I also became aware that Bush and minions follow the "strategies" of James
Dobson to the letter. I'm talking about Dobson's recommended strategies for
raising and disciplining children. Bush sees us (Aaaargh!) and developing
countries as his children. --Peggy
----- Original Message -----
From: Jim Morrison
To: [EMAIL PROTECTED]
Sent: Saturday, November 13, 2004 11:03 AM
Subject: Re: [rhetoric-list] Re;The Rapture Index and the 2004 elec
It's my pleasure and privilege to pass on the information like the Rapture
article, which I was fortunate to have passed on to me in another group. My
youth was also spent attending a 'non-denominational' evangelical church where
my mother served for a few years as the organist
Living in the heart of fundamentalist/baptist Georgia is sometimes a scary
proposition for me, but it also helps me by re-enforcing my decisions to leave
that church at the age of 14 and continue to believe in Universalist principles
of tolerance and diversity and the divinity of ALL people of ALL faiths who
practice the true spirit of their respective icons, whether it be Buddhist,
Christian, Muslim or other less prominent spiritual paths
It's interesting that you included Sun Yung Moon. He has very close ties to
Bush.
Do you have any references concerning the two 19th century immigrant
preachers Moyer referred to in the article?
prezbotchistheultimatechimpanzee <[EMAIL PROTECTED]> wrote:
This was an EXCELLENT post (The Rapture Index and the 2004 Election)
to our Rhetoric site.
Thank you Jim Morrison for passing it along.I'd like if I may, to
add something to what you posted based on my own personal life
experience in this area.
I can attest to the truthfulness of the excerpts from Bill Moyers
and George Maniot (hope I got the names spelled right).

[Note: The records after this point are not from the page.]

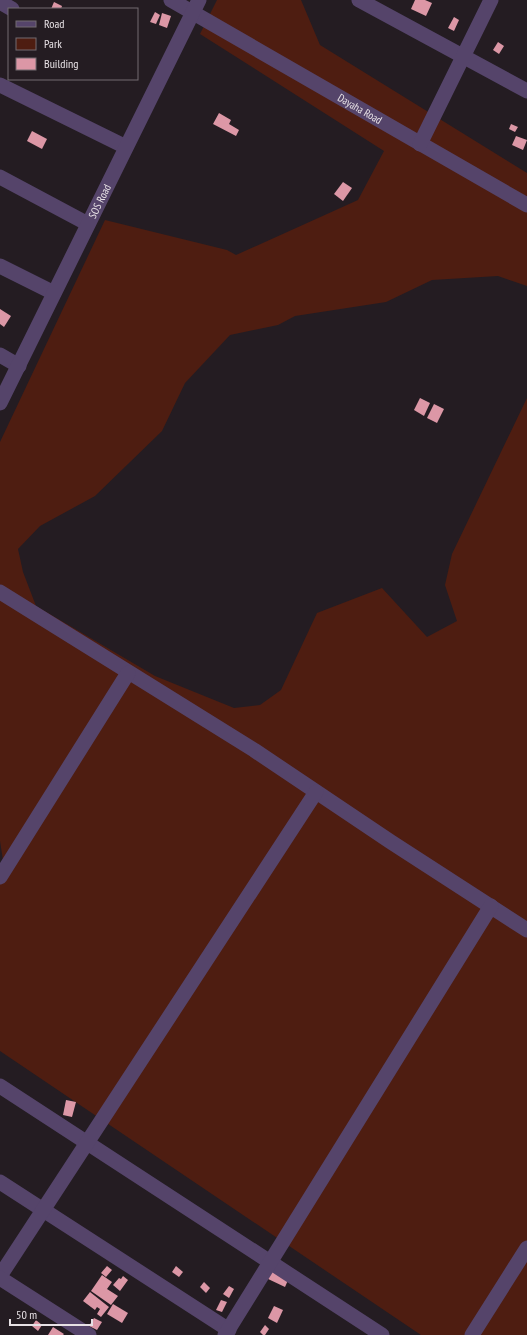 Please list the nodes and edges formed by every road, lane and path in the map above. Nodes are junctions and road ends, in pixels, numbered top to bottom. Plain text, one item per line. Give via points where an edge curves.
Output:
1 (171, 0) edge
2 (359, 0) edge
3 (491, 0) edge
4 (0, 2) edge
5 (196, 7) edge
6 (10, 8) edge
7 (0, 85) edge
8 (527, 91) edge
9 (420, 144) junction
10 (126, 147) junction
11 (0, 177) edge
12 (527, 205) edge
13 (88, 224) junction
14 (0, 266) edge
15 (54, 293) junction
16 (0, 356) edge
17 (19, 366) junction
18 (0, 404) edge
19 (0, 592) edge
20 (128, 673) junction
21 (316, 792) junction
22 (0, 877) edge
23 (491, 906) junction
24 (527, 930) edge
25 (0, 1086) edge
26 (87, 1143) junction
27 (0, 1182) edge
28 (43, 1210) junction
29 (527, 1248) edge
30 (271, 1262) junction
31 (0, 1277) edge
32 (227, 1332) edge
33 (89, 1335) edge
34 (382, 1335) edge
35 (472, 1335) edge

1 - 5 street, Dayaha Road
2 - 8 street
3 - 9 street
4 - 6 street
5 - 9 street, Dayaha Road
5 - 10 street, SOS Road
7 - 10 street
9 - 12 street, Dayaha Road
10 - 13 street, SOS Road
11 - 13 street
13 - 15 street, SOS Road
14 - 15 street
15 - 17 street, SOS Road
16 - 17 street
17 - 18 street, SOS Road
19 - 20 street
20 - 21 street via 254,750
20 - 22 street
21 - 23 street
21 - 26 street
23 - 24 street
23 - 30 street
25 - 26 street
26 - 28 street
26 - 30 street
27 - 28 street
28 - 31 street
28 - 32 street
29 - 35 street
30 - 32 street
30 - 34 street
31 - 33 street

I used to belong to a two different denominations, so called "non-
denominational" evangelicals who subscribed to exactly the scenario
of the rapture described in these excerpts. For thirteen years,until
I fell out of these beliefs and more or less deprogrammed myself, I
heard such teachings every Sunday from the pulpit woven into the
sermons given.
This sounds wild-eyed and nuts but it is indeed an integral part of
the beliefs of most 'fundamentalist' Christian churches in the
United States.
I came across an old-style preacher on the radio in the 1970's by
the name of Walter Martin, who had founded an anti-cult apologetics
organization to combat the teachings of non-orthodox teachings such
as Jehovah's Witnesses, Mormons, Sun Myung Moon, etc.

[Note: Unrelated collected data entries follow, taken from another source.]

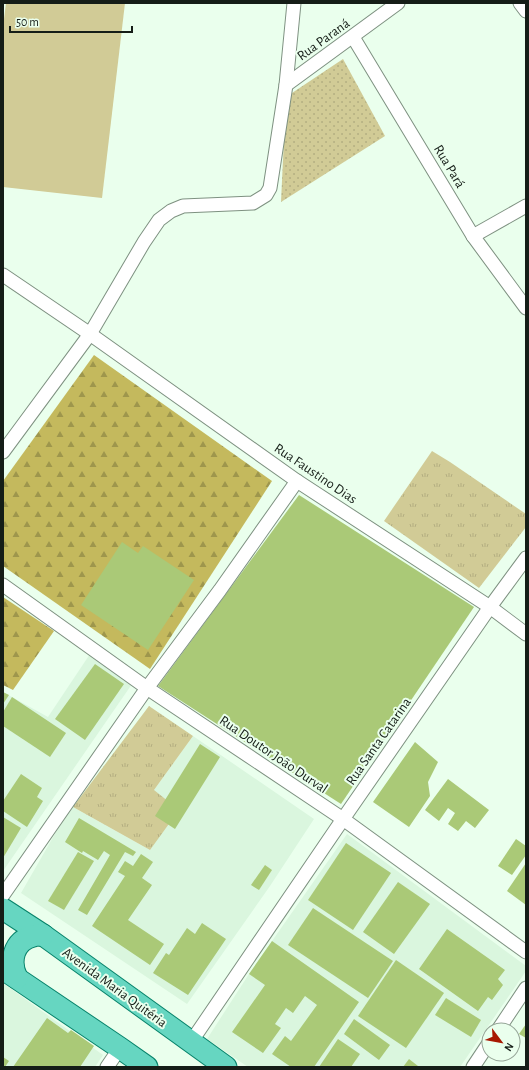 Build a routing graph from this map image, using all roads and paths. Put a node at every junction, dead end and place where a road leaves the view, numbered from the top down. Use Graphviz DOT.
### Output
graph roads {
  1 [pos="294,3"];
  2 [pos="398,3"];
  3 [pos="520,3"];
  4 [pos="526,11"];
  5 [pos="353,37"];
  6 [pos="286,85"];
  7 [pos="526,206"];
  8 [pos="473,236"];
  9 [pos="3,275"];
  10 [pos="526,308"];
  11 [pos="90,334"];
  12 [pos="3,452"];
  13 [pos="297,481"];
  14 [pos="526,558"];
  15 [pos="3,585"];
  16 [pos="490,607"];
  17 [pos="526,634"];
  18 [pos="147,688"];
  19 [pos="342,820"];
  20 [pos="3,894"];
  21 [pos="3,909"];
  22 [pos="43,935"];
  23 [pos="526,952"];
  24 [pos="10,974"];
  25 [pos="526,988"];
  26 [pos="503,1022"];
  27 [pos="191,1042"];
  28 [pos="120,1048"];
  29 [pos="481,1055"];
  30 [pos="107,1067"];
  31 [pos="147,1067"];
  32 [pos="226,1067"];
  33 [pos="473,1067"];
  1 -- 6 [label="street"];
  2 -- 5 [label="street, Rua Paraná"];
  3 -- 4 [label="street"];
  5 -- 6 [label="street, Rua Paraná"];
  5 -- 8 [label="street, Rua Pará"];
  6 -- 11 [label="street"];
  7 -- 8 [label="street"];
  8 -- 10 [label="street, Rua Pará"];
  9 -- 11 [label="street, Rua Faustino Dias"];
  11 -- 12 [label="street"];
  11 -- 13 [label="street, Rua Faustino Dias"];
  13 -- 16 [label="street, Rua Faustino Dias"];
  13 -- 18 [label="street"];
  14 -- 16 [label="street, Rua Santa Catarina"];
  15 -- 18 [label="street, Rua Doutor João Durval"];
  16 -- 17 [label="street, Rua Faustino Dias"];
  16 -- 19 [label="street, Rua Santa Catarina"];
  18 -- 19 [label="street, Rua Doutor João Durval"];
  18 -- 20 [label="street"];
  19 -- 23 [label="street, Rua Doutor João Durval"];
  19 -- 27 [label="street, Rua Santa Catarina"];
  21 -- 22 [label="main road, Avenida Maria Quitéria"];
  22 -- 24 [label="main road"];
  22 -- 27 [label="main road, Avenida Maria Quitéria"];
  24 -- 28 [label="main road"];
  25 -- 26 [label="street"];
  27 -- 32 [label="main road, Avenida Maria Quitéria"];
  28 -- 30 [label="street"];
  28 -- 31 [label="main road"];
  29 -- 33 [label="street"];
}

This radio preacher showed from the Bible how this rapture teaching
is not supported in any reasonable reading of the Bible and he
showed it elowquently cross referencing between books of the New
Testament, to show that the early Apostles believed that the Church
(believers) would GO THROUGH THE TRIBULATION. But you can't
convince any right-wing, fundamentalist today hardly anywhere of
this. They have swallowed this, I would call it, heresy, hook, line,
and sinker and they are adamantly convinced that it is literally
coming to pass before our eyes.
I am ashamed now to admit that I too at one time believed this as
a 'given' until I began questioning it after I heard the
aforementioned broadcast radio evangelist, Dr. Walter Marin, who
died in the late 1970s or early 1980's, but his organization lives
on in the form of the Christian Research Institute in Southern
California.
I just wanted to thank Jim Morrison for passing this along to us. It
explains a lot in terms of support for George Bush among so-called
Christians, who are very sincere (but I believe sincerely wrong) in
their dedication to such teachings being literally true about the
rapture and doing all they can to 'help it happen'.

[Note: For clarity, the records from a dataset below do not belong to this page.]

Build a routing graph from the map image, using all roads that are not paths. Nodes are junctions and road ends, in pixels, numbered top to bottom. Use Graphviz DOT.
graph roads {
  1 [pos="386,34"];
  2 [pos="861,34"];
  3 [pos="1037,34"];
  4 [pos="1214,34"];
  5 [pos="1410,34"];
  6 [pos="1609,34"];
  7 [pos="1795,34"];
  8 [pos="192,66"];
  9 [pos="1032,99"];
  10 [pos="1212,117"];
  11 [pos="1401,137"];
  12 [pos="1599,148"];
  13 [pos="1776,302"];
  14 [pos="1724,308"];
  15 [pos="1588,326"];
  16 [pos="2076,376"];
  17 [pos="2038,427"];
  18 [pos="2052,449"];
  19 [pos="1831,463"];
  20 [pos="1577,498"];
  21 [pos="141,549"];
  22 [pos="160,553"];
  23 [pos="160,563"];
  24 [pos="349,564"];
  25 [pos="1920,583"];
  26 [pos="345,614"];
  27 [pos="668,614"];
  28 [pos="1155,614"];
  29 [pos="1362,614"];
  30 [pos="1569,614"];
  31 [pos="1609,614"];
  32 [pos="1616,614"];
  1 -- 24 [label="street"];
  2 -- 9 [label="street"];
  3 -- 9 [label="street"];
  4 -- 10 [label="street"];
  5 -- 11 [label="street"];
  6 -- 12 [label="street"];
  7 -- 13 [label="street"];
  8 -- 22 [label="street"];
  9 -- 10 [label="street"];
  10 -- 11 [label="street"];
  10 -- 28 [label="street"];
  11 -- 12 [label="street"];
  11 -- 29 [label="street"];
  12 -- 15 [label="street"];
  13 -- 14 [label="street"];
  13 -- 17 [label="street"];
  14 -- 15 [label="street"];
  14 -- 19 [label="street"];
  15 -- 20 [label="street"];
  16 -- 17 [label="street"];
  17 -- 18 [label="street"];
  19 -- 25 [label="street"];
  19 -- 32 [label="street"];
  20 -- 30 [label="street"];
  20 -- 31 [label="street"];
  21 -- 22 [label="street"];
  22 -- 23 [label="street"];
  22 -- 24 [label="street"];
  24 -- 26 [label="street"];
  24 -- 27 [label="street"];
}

It explains why they are 'proof' against any objective, rational
analysis of Bush's myriad crimes and failures. It is mystifying to
us who practice empirical observation just HOW these people can be
so 'programmed' but programmed they are and they DO believe it is a
matter of ETERNAL' life and death and their duty to propagate this
belief and these politics by any means possible in order "to save as
many as possible for Christ".
I know whereof I speak. I (red faced now but really believed it back
then)...was ONE OF THEM.
Thank you again,Mr. Morrison, for sharing such a valuable insight.
It hit the proverbial nail on the head. Bullseye. Thank you and I
hope this is a wake up call to us who consider
ourselves 'progressives' that the power of religious fervor is
indeed strong, and I believe, very dangerous because it now is
playing with the use of weapons of mass destruction. Whether Islamic
fundamentalist or "God's Cowboys" here in America, we have a world
teetring on the brink of any number of disaster scenarios.
I can't remember where I heard it said, but I like this saying:
"There is no man so dangerous as that man who KNOWS that he is
RIGHT".
That is a good part of how GW got back in. We thought we had the
momentum behind us, we who are sick to death and sick at heart when
we think of the slaughter, economic damage, damage to America's
prestige and credibility....we progressives thought that finally
RIGHT was on our side...and it was.....but the religious right
marches to the beat of a "proof texted" "jury rigged" Christianity,
as American as hot dogs and coca cola. And it indeed IS driving
George Bush's Iraq policy.
INSANITY to those of us, Christian or non Christian, who I believe
are rational, but SALVATION to the programmed "rapturist-Fallwell-
Robertson-Right-Wing-God's-American-Political-Army" people
*********************************************************************
******************************************************************
Excerpts from an address given by Bill Moyers to the Society of
Professional Journalists 2004 National Convention, September 11,
2004
The Rapture Index and the U.S. election
How do we explain the possibility that a close election ... could
turn on several million good and decent citizens who believe in the
Rapture Index? That's what I said ­ the Rapture Index. Google it
and you will understand why the best-selling books in America today
are the twelve volumes of the Left Behind series which have earned
multi-millions of dollars for their co-authors who earlier this year
completed a triumphant tour of the Bible Belt whose buckle holds in
place George W. Bush's armour of the Lord. These true believers
subscribe to a fantastical theology concocted in the l9th century by
a couple of immigrant preachers who took disparate passages from the
Bible and wove them into a narrative millions of people believe to
be literally true.
According to this narrative, Jesus will return to earth only when
certain conditions are met: when Israel has been established as a
state; when Israel then occupies the rest of its "biblical lands;"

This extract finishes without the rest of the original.